Однако, каким бы ни оказалось окончательное и непредсказуемое пока решение, душевное спокойствие было еще недоступно Просперо, совсем запутавшемуся из-за Джанны и из-за того, что злоупотреблял обманом, жертвой которого становилась она. Он был склонен согласиться с кардиналом, что обвинение в убийстве несостоятельно.
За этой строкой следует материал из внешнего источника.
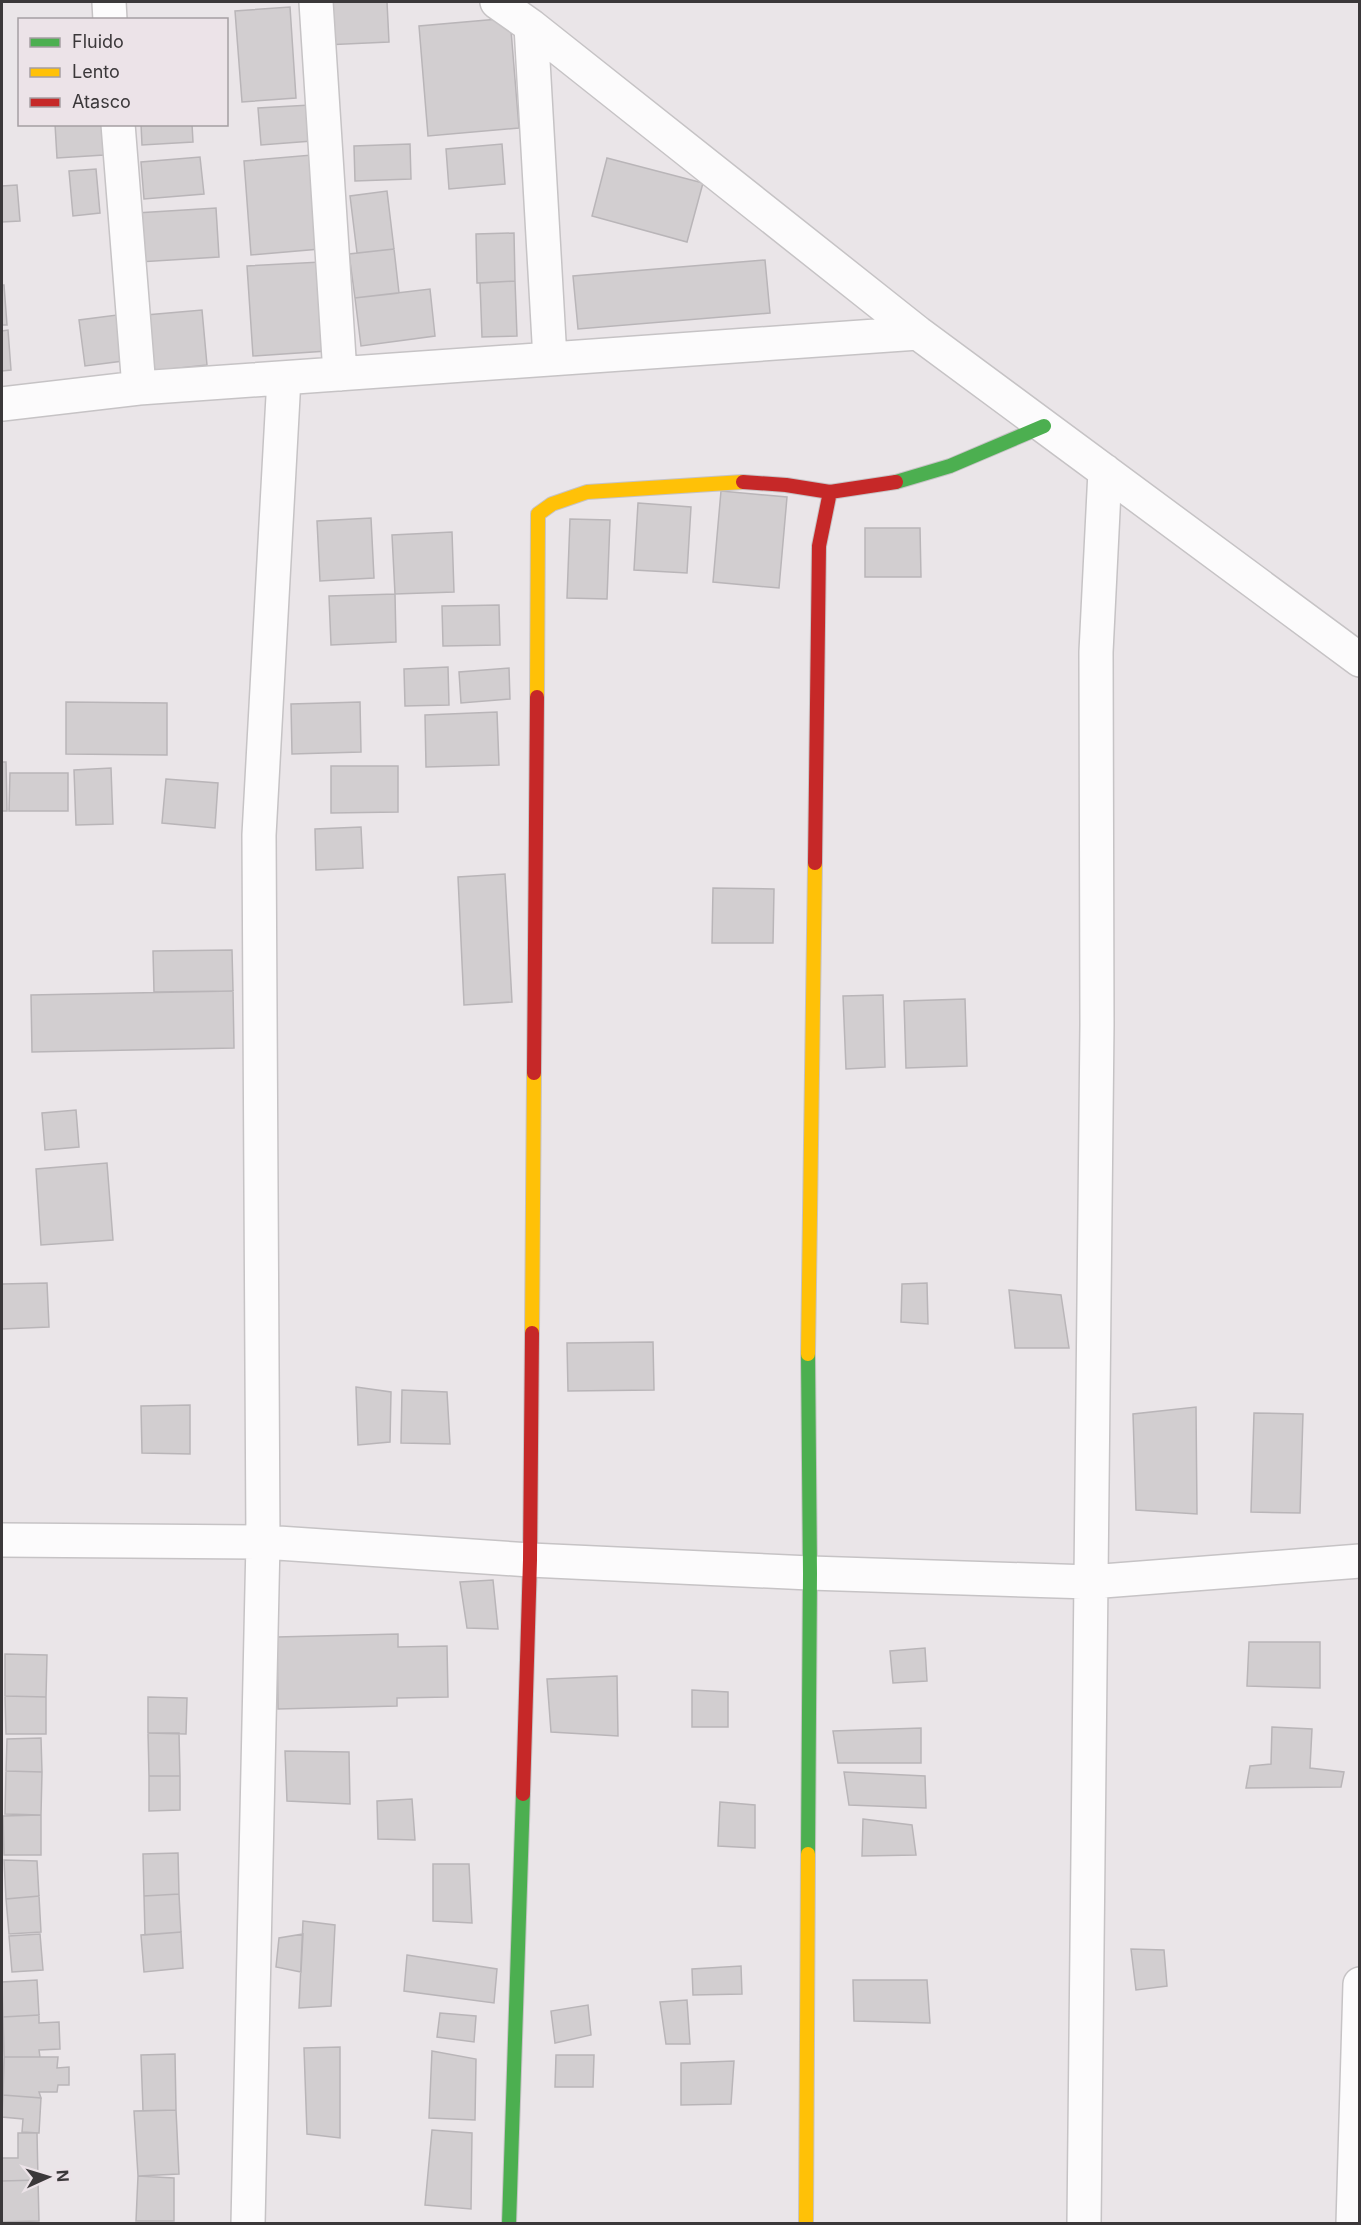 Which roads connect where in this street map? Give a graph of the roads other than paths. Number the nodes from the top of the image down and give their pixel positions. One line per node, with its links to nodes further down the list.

Он вынашивал это обвинение, основываясь на догадках, при тщательном рассмотрении оказавшихся беспочвенными. Во враждебности Филиппино и преступном принуждении его к тяжкому труду Просперо мог бы увидеть злость, вызванную страхом перед возможной местью. Понемногу это становилось ясным и могло бы быть еще яснее, не отбрось Просперо доводы рассудка, сочтя их плодом своего воображения.
Хмурый и терзающийся, стоял Просперо на другой день на берегу, дожидаясь высадки императора. Герцог Мельфийский указал ему одно из самых почетных мест среди знати и военачальников.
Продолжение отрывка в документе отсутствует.